The New Curriculum planned for Wales is a shoddy edifice built on sand – and that’s scary
The New Curriculum for Wales, planned for implementation from 2022, has dominated Welsh educational discourse since 2015 in the same way that Brexit is overshadowing UK political issues.
Our Government has bet the farm on a new curriculum being the brighter future for all its future learners.
But do the opportunities and promised benefits match up to the risks inevitably involved in this educational adventurism?
Let’s first sum up the New Curriculum. Based on Scotland’s Curriculum for Excellence, which has been nearly 15 years in the making, it consolidates traditional school subjects into six Areas of Learning and Experience (AoLEs).
It replaces Key Stages for 7, 11 and 14 year-olds by five Progression Steps. The curriculum is built on four central ‘purposes’ of education.
External experts designed this framework and groups of teachers have been busy writing new curriculum materials, which are presently in a draft consultation process. The materials re-emphasise the history and culture of Wales. The teaching of the Welsh Language is to be rebooted, though staffing and timetable allocation details have been left hanging.
No bones about all this, we are talking wholesale change for teachers and their learners. Trialling of new materials within the six AoLEs will be continuing until 2022. But all current schools’ testing will carry on.
Some teachers are excited about these new developments (mostly the ones paid for their time to develop materials) but the vast majority of teachers remain to be both persuaded and retrained.
This is seriously time-consuming for a profession labouring with excessive workload and diminishing resources. No research exists that overall standards will be sure to improve as New Curriculum rolls out. The theory is that the changes will inspire better teaching and engage children more.
The Scottish precedent is not a happy one for basic literacy and numeracy outcomes. Their teachers complained that insufficient training and too much top-down guidance bred ‘delivery insecurity’.
But this ignores another obvious explanation: Scots teachers may not really have believed in the reform project itself.
The international history of curriculum reform shows one awkward truth: when teachers cannot envisage the likely benefits of new ways and much more work, they carry on carrying on… teaching.
Teachers are in this sense pivotally sane rationalists. Like parents, they tend not to gamble with the futures of their professional charges. Unlike experts, consultants, civil servants and politicians.
Welsh teachers are now deep into the detail of new curriculum materials consultation. The Government ostensibly welcomes all feedback. However, the framework thinking is set in stone since 2015, the six AoLEs are sacrosanct and we are essentially talking now about carpeting and what colour tiles, not the stability of the edifice or its effective construction.
I believe the draft materials already reveal significant subsidence and the employment of some very shonky builders. Make of this what you will:
“An integrated Expressive Arts curriculum is one which is distinguished by the teaching of a combination of art, dance, drama, film and digital media, and music in one lesson and not in isolation…
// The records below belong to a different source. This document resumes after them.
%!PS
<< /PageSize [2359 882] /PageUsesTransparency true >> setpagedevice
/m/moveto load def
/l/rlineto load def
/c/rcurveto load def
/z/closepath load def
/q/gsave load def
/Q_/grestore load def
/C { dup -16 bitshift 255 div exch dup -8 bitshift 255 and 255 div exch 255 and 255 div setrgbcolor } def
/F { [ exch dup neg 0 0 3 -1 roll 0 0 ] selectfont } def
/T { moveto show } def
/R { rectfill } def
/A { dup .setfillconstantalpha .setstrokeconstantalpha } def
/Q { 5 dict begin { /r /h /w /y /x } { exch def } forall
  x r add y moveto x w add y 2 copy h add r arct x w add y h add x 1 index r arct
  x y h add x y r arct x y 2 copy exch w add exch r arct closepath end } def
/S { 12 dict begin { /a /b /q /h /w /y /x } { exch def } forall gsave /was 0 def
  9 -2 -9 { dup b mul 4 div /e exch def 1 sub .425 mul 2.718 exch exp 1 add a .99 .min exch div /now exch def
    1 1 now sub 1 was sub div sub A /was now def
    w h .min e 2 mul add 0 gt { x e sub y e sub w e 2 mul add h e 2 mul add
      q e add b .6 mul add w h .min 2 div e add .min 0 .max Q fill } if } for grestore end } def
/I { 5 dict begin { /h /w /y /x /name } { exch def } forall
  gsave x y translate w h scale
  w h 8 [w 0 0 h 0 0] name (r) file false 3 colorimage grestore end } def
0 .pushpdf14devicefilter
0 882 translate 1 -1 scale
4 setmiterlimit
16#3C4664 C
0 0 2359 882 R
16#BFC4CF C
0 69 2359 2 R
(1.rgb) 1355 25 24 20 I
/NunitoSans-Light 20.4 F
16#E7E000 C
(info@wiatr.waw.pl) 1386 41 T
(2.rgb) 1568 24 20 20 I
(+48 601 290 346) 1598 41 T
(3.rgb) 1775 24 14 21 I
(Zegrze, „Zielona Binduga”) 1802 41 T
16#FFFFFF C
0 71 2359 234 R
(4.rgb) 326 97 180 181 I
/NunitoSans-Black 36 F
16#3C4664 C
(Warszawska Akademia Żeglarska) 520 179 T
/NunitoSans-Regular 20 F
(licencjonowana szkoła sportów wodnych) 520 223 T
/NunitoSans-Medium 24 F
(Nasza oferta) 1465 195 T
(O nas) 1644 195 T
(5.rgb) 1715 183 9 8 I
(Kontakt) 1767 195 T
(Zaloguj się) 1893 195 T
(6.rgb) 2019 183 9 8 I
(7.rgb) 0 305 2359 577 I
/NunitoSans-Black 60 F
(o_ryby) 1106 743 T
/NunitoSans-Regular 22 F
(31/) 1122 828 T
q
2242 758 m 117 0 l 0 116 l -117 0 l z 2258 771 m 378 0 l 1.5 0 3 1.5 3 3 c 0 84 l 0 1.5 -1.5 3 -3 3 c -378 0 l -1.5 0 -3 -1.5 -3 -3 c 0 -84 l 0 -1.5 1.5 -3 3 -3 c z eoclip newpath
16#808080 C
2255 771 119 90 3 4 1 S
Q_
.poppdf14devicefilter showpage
“All the disciplines can be taught within one lesson by one person with a linking theme enabling learners to transfer skills and collaborate in authentic contexts.”
That’s simply bonkers –then terrifying. A classroom or school theatre space is not The Millennium Centre. A teacher is not Wonderwoman.
What about IT, or digital competence as it is rebranded?
“Learners need to know: about Wales’ contributions to the continual development & use of computational technologies, and their influence on Welsh affairs.”
Why? And how does this help primary learners? Regrettable examples abound like these.
The Languages, Literacy and Communication AoLE is the most convoluted area to grapple with. It is not about literacy in any sense. It focuses on culture and identity.
It’s a mess. In 80 pages it mentions the word ‘verbs’ once and ‘awareness’ some 24 times. I used to teach modern languages and I find that scary.
Some of the AoLEs are not actually about teaching as working practice but read more like undergraduate essays about ‘integration’ and ‘holistic planning’.
It’s concerning that these AoLEs drafts are so woolly after three years planning and millions of pounds spent in multiple meetings across Wales. Our teachers deserve something more substantial than New-Age warm words.
There is something fundamentally forced and unstable going on here. As if the original project building drawings did not make sense when construction started in earnest. These things are far from ‘snagging’ issues.
Professor Dylan Wiliam, commenting on curriculum design, identified that what learners need is “carefully organised, sequential, structured introductions to school subjects”.
These draft materials have been enthusiastically thrown together, poorly sequenced and built on the sand of imagined connections of AoLEs instead of subjects.
And like Brexit, we, who ought to know better, are speculating with the chances of future generations.